(Stored data entries)
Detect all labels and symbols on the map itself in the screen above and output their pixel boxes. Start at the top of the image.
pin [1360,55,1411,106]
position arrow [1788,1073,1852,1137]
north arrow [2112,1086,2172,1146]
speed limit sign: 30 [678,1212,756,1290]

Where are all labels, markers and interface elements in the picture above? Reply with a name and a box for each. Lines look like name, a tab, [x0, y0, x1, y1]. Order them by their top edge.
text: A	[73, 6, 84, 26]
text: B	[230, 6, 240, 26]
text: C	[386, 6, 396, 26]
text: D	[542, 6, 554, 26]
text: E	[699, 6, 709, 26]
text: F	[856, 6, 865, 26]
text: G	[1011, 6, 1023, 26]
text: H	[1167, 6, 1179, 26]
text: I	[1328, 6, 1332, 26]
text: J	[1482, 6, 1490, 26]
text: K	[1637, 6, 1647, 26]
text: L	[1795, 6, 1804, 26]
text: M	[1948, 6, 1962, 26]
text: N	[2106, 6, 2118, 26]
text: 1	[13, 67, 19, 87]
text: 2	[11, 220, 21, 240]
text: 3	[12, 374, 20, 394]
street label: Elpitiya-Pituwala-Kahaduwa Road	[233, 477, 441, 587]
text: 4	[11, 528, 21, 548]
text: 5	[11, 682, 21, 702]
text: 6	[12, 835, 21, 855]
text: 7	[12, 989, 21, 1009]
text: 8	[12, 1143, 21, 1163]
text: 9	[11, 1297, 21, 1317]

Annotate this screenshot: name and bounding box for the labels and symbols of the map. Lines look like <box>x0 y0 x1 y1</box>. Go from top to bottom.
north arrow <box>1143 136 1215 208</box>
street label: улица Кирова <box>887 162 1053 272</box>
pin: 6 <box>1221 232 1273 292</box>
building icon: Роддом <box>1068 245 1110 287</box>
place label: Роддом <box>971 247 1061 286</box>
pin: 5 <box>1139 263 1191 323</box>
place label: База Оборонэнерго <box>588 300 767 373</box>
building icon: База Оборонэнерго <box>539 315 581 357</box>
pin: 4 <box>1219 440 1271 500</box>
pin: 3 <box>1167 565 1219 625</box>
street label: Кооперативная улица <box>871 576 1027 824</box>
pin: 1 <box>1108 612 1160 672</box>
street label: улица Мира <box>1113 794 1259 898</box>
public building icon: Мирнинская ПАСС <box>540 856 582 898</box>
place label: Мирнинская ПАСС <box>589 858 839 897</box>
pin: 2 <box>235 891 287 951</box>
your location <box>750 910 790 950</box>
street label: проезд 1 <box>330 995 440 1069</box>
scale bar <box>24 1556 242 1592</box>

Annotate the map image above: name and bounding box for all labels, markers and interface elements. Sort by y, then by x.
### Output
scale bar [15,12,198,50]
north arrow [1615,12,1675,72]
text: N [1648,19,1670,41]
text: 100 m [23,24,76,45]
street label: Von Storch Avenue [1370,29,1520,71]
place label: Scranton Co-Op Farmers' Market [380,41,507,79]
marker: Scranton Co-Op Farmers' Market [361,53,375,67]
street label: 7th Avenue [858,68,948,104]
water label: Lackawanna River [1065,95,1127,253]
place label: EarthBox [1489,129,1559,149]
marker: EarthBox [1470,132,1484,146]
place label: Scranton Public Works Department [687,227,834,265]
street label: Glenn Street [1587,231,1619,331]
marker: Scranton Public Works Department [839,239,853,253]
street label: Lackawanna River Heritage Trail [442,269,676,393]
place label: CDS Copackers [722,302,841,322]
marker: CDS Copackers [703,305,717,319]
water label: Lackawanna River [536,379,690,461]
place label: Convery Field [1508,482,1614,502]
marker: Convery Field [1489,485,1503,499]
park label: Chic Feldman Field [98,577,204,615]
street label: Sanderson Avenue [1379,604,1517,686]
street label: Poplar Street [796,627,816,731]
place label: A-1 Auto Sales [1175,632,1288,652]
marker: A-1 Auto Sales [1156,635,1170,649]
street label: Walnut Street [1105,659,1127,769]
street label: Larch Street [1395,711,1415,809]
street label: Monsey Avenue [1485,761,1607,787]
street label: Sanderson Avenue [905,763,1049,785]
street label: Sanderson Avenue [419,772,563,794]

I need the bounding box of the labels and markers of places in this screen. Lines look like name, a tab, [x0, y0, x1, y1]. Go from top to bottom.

__What you will do__
The reply must repeat all of the records precisely.

__Solution to this exercise__
Detect all labels and symbols on the map itself in the screen above and output their pixel boxes. Start at the top of the image.
pin [1360,55,1411,106]
position arrow [1788,1073,1852,1137]
north arrow [2112,1086,2172,1146]
speed limit sign: 30 [678,1212,756,1290]

Where are all labels, markers and interface elements in the picture above? Reply with a name and a box for each. Lines look like name, a tab, [x0, y0, x1, y1]. Order them by their top edge.
text: A	[73, 6, 84, 26]
text: B	[230, 6, 240, 26]
text: C	[386, 6, 396, 26]
text: D	[542, 6, 554, 26]
text: E	[699, 6, 709, 26]
text: F	[856, 6, 865, 26]
text: G	[1011, 6, 1023, 26]
text: H	[1167, 6, 1179, 26]
text: I	[1328, 6, 1332, 26]
text: J	[1482, 6, 1490, 26]
text: K	[1637, 6, 1647, 26]
text: L	[1795, 6, 1804, 26]
text: M	[1948, 6, 1962, 26]
text: N	[2106, 6, 2118, 26]
text: 1	[13, 67, 19, 87]
text: 2	[11, 220, 21, 240]
text: 3	[12, 374, 20, 394]
street label: Elpitiya-Pituwala-Kahaduwa Road	[233, 477, 441, 587]
text: 4	[11, 528, 21, 548]
text: 5	[11, 682, 21, 702]
text: 6	[12, 835, 21, 855]
text: 7	[12, 989, 21, 1009]
text: 8	[12, 1143, 21, 1163]
text: 9	[11, 1297, 21, 1317]

Annotate this screenshot: name and bounding box for the labels and symbols of the map. Lines look like <box>x0 y0 x1 y1</box>. Go from top to bottom.
north arrow <box>1143 136 1215 208</box>
street label: улица Кирова <box>887 162 1053 272</box>
pin: 6 <box>1221 232 1273 292</box>
building icon: Роддом <box>1068 245 1110 287</box>
place label: Роддом <box>971 247 1061 286</box>
pin: 5 <box>1139 263 1191 323</box>
place label: База Оборонэнерго <box>588 300 767 373</box>
building icon: База Оборонэнерго <box>539 315 581 357</box>
pin: 4 <box>1219 440 1271 500</box>
pin: 3 <box>1167 565 1219 625</box>
street label: Кооперативная улица <box>871 576 1027 824</box>
pin: 1 <box>1108 612 1160 672</box>
street label: улица Мира <box>1113 794 1259 898</box>
public building icon: Мирнинская ПАСС <box>540 856 582 898</box>
place label: Мирнинская ПАСС <box>589 858 839 897</box>
pin: 2 <box>235 891 287 951</box>
your location <box>750 910 790 950</box>
street label: проезд 1 <box>330 995 440 1069</box>
scale bar <box>24 1556 242 1592</box>

Annotate the map image above: name and bounding box for all labels, markers and interface elements. Sort by y, then by x.
### Output
scale bar [15,12,198,50]
north arrow [1615,12,1675,72]
text: N [1648,19,1670,41]
text: 100 m [23,24,76,45]
street label: Von Storch Avenue [1370,29,1520,71]
place label: Scranton Co-Op Farmers' Market [380,41,507,79]
marker: Scranton Co-Op Farmers' Market [361,53,375,67]
street label: 7th Avenue [858,68,948,104]
water label: Lackawanna River [1065,95,1127,253]
place label: EarthBox [1489,129,1559,149]
marker: EarthBox [1470,132,1484,146]
place label: Scranton Public Works Department [687,227,834,265]
street label: Glenn Street [1587,231,1619,331]
marker: Scranton Public Works Department [839,239,853,253]
street label: Lackawanna River Heritage Trail [442,269,676,393]
place label: CDS Copackers [722,302,841,322]
marker: CDS Copackers [703,305,717,319]
water label: Lackawanna River [536,379,690,461]
place label: Convery Field [1508,482,1614,502]
marker: Convery Field [1489,485,1503,499]
park label: Chic Feldman Field [98,577,204,615]
street label: Sanderson Avenue [1379,604,1517,686]
street label: Poplar Street [796,627,816,731]
place label: A-1 Auto Sales [1175,632,1288,652]
marker: A-1 Auto Sales [1156,635,1170,649]
street label: Walnut Street [1105,659,1127,769]
street label: Larch Street [1395,711,1415,809]
street label: Monsey Avenue [1485,761,1607,787]
street label: Sanderson Avenue [905,763,1049,785]
street label: Sanderson Avenue [419,772,563,794]

I need the bounding box of the labels and markers of places in this screen. Lines look like name, a tab, [x0, y0, x1, y1]. Go from top to bottom.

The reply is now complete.